[Record extracts]
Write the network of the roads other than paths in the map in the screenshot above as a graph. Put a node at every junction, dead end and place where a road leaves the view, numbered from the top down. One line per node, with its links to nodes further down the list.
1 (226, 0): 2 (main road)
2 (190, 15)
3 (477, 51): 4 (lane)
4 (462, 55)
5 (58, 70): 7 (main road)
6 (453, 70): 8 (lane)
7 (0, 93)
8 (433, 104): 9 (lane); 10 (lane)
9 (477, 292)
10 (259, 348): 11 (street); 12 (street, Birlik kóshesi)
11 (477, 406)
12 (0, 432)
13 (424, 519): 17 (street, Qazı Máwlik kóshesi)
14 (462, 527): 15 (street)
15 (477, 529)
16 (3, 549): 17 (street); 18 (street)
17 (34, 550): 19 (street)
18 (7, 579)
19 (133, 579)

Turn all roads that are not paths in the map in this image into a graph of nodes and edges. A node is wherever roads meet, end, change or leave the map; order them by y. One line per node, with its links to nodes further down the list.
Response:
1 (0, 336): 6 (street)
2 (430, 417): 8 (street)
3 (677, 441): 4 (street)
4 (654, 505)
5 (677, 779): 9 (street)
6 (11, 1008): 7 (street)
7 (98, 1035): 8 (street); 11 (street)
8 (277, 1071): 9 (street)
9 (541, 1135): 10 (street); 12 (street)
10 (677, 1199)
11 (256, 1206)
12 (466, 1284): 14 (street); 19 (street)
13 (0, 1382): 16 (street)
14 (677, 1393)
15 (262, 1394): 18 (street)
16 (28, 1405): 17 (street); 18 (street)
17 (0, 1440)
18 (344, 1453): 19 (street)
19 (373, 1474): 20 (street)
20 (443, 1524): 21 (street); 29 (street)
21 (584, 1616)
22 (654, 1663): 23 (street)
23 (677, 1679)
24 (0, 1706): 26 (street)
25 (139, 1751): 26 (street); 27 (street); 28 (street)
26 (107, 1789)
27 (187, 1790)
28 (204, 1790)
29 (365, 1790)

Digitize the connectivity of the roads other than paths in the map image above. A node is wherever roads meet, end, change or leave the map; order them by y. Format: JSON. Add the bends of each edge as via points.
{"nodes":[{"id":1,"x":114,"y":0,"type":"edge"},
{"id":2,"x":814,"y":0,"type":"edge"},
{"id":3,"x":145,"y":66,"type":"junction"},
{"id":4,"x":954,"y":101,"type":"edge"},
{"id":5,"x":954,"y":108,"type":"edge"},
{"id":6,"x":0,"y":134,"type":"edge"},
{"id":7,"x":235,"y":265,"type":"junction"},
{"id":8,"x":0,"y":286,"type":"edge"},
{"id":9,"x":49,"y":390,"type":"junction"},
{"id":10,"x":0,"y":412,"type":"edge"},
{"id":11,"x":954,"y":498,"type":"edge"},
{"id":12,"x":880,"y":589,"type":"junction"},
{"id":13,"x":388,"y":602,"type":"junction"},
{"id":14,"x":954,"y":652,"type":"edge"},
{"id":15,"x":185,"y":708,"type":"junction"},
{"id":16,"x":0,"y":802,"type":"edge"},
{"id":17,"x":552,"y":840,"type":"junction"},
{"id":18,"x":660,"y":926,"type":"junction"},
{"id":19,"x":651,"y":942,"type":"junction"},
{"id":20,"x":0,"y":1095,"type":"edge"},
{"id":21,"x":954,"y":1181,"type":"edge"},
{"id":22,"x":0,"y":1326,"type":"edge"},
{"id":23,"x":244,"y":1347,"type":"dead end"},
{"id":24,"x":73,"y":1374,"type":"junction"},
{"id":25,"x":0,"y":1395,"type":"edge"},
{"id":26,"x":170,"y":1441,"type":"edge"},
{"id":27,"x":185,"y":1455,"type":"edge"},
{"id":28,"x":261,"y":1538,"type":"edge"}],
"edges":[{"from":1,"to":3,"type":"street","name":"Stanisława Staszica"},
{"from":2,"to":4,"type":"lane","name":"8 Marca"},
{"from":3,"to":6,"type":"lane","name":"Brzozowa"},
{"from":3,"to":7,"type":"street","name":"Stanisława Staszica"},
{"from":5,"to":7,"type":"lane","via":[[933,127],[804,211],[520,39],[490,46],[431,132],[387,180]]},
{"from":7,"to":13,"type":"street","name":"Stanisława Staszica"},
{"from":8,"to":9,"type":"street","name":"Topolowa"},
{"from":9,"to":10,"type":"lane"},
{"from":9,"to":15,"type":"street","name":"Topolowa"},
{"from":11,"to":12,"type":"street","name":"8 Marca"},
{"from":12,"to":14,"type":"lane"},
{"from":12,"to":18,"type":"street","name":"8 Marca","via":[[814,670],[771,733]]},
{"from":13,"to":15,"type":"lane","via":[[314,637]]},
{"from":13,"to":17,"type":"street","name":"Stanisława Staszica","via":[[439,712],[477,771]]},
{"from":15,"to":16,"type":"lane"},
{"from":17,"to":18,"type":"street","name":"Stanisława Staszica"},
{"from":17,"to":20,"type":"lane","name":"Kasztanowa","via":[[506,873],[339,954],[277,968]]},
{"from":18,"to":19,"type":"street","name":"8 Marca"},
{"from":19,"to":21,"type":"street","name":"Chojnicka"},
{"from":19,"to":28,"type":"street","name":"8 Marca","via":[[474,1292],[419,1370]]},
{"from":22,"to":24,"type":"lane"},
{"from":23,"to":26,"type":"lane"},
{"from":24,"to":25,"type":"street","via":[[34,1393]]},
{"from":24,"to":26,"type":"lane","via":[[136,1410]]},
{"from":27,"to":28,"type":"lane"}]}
[/Record extracts]
▶ [What is required]:
Copy out every entry again, exactly as it was given.

▶ [Answer to this task]:
Write the network of the roads other than paths in the map in the screenshot above as a graph. Put a node at every junction, dead end and place where a road leaves the view, numbered from the top down. One line per node, with its links to nodes further down the list.
1 (226, 0): 2 (main road)
2 (190, 15)
3 (477, 51): 4 (lane)
4 (462, 55)
5 (58, 70): 7 (main road)
6 (453, 70): 8 (lane)
7 (0, 93)
8 (433, 104): 9 (lane); 10 (lane)
9 (477, 292)
10 (259, 348): 11 (street); 12 (street, Birlik kóshesi)
11 (477, 406)
12 (0, 432)
13 (424, 519): 17 (street, Qazı Máwlik kóshesi)
14 (462, 527): 15 (street)
15 (477, 529)
16 (3, 549): 17 (street); 18 (street)
17 (34, 550): 19 (street)
18 (7, 579)
19 (133, 579)

Turn all roads that are not paths in the map in this image into a graph of nodes and edges. A node is wherever roads meet, end, change or leave the map; order them by y. One line per node, with its links to nodes further down the list.
Response:
1 (0, 336): 6 (street)
2 (430, 417): 8 (street)
3 (677, 441): 4 (street)
4 (654, 505)
5 (677, 779): 9 (street)
6 (11, 1008): 7 (street)
7 (98, 1035): 8 (street); 11 (street)
8 (277, 1071): 9 (street)
9 (541, 1135): 10 (street); 12 (street)
10 (677, 1199)
11 (256, 1206)
12 (466, 1284): 14 (street); 19 (street)
13 (0, 1382): 16 (street)
14 (677, 1393)
15 (262, 1394): 18 (street)
16 (28, 1405): 17 (street); 18 (street)
17 (0, 1440)
18 (344, 1453): 19 (street)
19 (373, 1474): 20 (street)
20 (443, 1524): 21 (street); 29 (street)
21 (584, 1616)
22 (654, 1663): 23 (street)
23 (677, 1679)
24 (0, 1706): 26 (street)
25 (139, 1751): 26 (street); 27 (street); 28 (street)
26 (107, 1789)
27 (187, 1790)
28 (204, 1790)
29 (365, 1790)

Digitize the connectivity of the roads other than paths in the map image above. A node is wherever roads meet, end, change or leave the map; order them by y. Format: JSON. Add the bends of each edge as via points.
{"nodes":[{"id":1,"x":114,"y":0,"type":"edge"},
{"id":2,"x":814,"y":0,"type":"edge"},
{"id":3,"x":145,"y":66,"type":"junction"},
{"id":4,"x":954,"y":101,"type":"edge"},
{"id":5,"x":954,"y":108,"type":"edge"},
{"id":6,"x":0,"y":134,"type":"edge"},
{"id":7,"x":235,"y":265,"type":"junction"},
{"id":8,"x":0,"y":286,"type":"edge"},
{"id":9,"x":49,"y":390,"type":"junction"},
{"id":10,"x":0,"y":412,"type":"edge"},
{"id":11,"x":954,"y":498,"type":"edge"},
{"id":12,"x":880,"y":589,"type":"junction"},
{"id":13,"x":388,"y":602,"type":"junction"},
{"id":14,"x":954,"y":652,"type":"edge"},
{"id":15,"x":185,"y":708,"type":"junction"},
{"id":16,"x":0,"y":802,"type":"edge"},
{"id":17,"x":552,"y":840,"type":"junction"},
{"id":18,"x":660,"y":926,"type":"junction"},
{"id":19,"x":651,"y":942,"type":"junction"},
{"id":20,"x":0,"y":1095,"type":"edge"},
{"id":21,"x":954,"y":1181,"type":"edge"},
{"id":22,"x":0,"y":1326,"type":"edge"},
{"id":23,"x":244,"y":1347,"type":"dead end"},
{"id":24,"x":73,"y":1374,"type":"junction"},
{"id":25,"x":0,"y":1395,"type":"edge"},
{"id":26,"x":170,"y":1441,"type":"edge"},
{"id":27,"x":185,"y":1455,"type":"edge"},
{"id":28,"x":261,"y":1538,"type":"edge"}],
"edges":[{"from":1,"to":3,"type":"street","name":"Stanisława Staszica"},
{"from":2,"to":4,"type":"lane","name":"8 Marca"},
{"from":3,"to":6,"type":"lane","name":"Brzozowa"},
{"from":3,"to":7,"type":"street","name":"Stanisława Staszica"},
{"from":5,"to":7,"type":"lane","via":[[933,127],[804,211],[520,39],[490,46],[431,132],[387,180]]},
{"from":7,"to":13,"type":"street","name":"Stanisława Staszica"},
{"from":8,"to":9,"type":"street","name":"Topolowa"},
{"from":9,"to":10,"type":"lane"},
{"from":9,"to":15,"type":"street","name":"Topolowa"},
{"from":11,"to":12,"type":"street","name":"8 Marca"},
{"from":12,"to":14,"type":"lane"},
{"from":12,"to":18,"type":"street","name":"8 Marca","via":[[814,670],[771,733]]},
{"from":13,"to":15,"type":"lane","via":[[314,637]]},
{"from":13,"to":17,"type":"street","name":"Stanisława Staszica","via":[[439,712],[477,771]]},
{"from":15,"to":16,"type":"lane"},
{"from":17,"to":18,"type":"street","name":"Stanisława Staszica"},
{"from":17,"to":20,"type":"lane","name":"Kasztanowa","via":[[506,873],[339,954],[277,968]]},
{"from":18,"to":19,"type":"street","name":"8 Marca"},
{"from":19,"to":21,"type":"street","name":"Chojnicka"},
{"from":19,"to":28,"type":"street","name":"8 Marca","via":[[474,1292],[419,1370]]},
{"from":22,"to":24,"type":"lane"},
{"from":23,"to":26,"type":"lane"},
{"from":24,"to":25,"type":"street","via":[[34,1393]]},
{"from":24,"to":26,"type":"lane","via":[[136,1410]]},
{"from":27,"to":28,"type":"lane"}]}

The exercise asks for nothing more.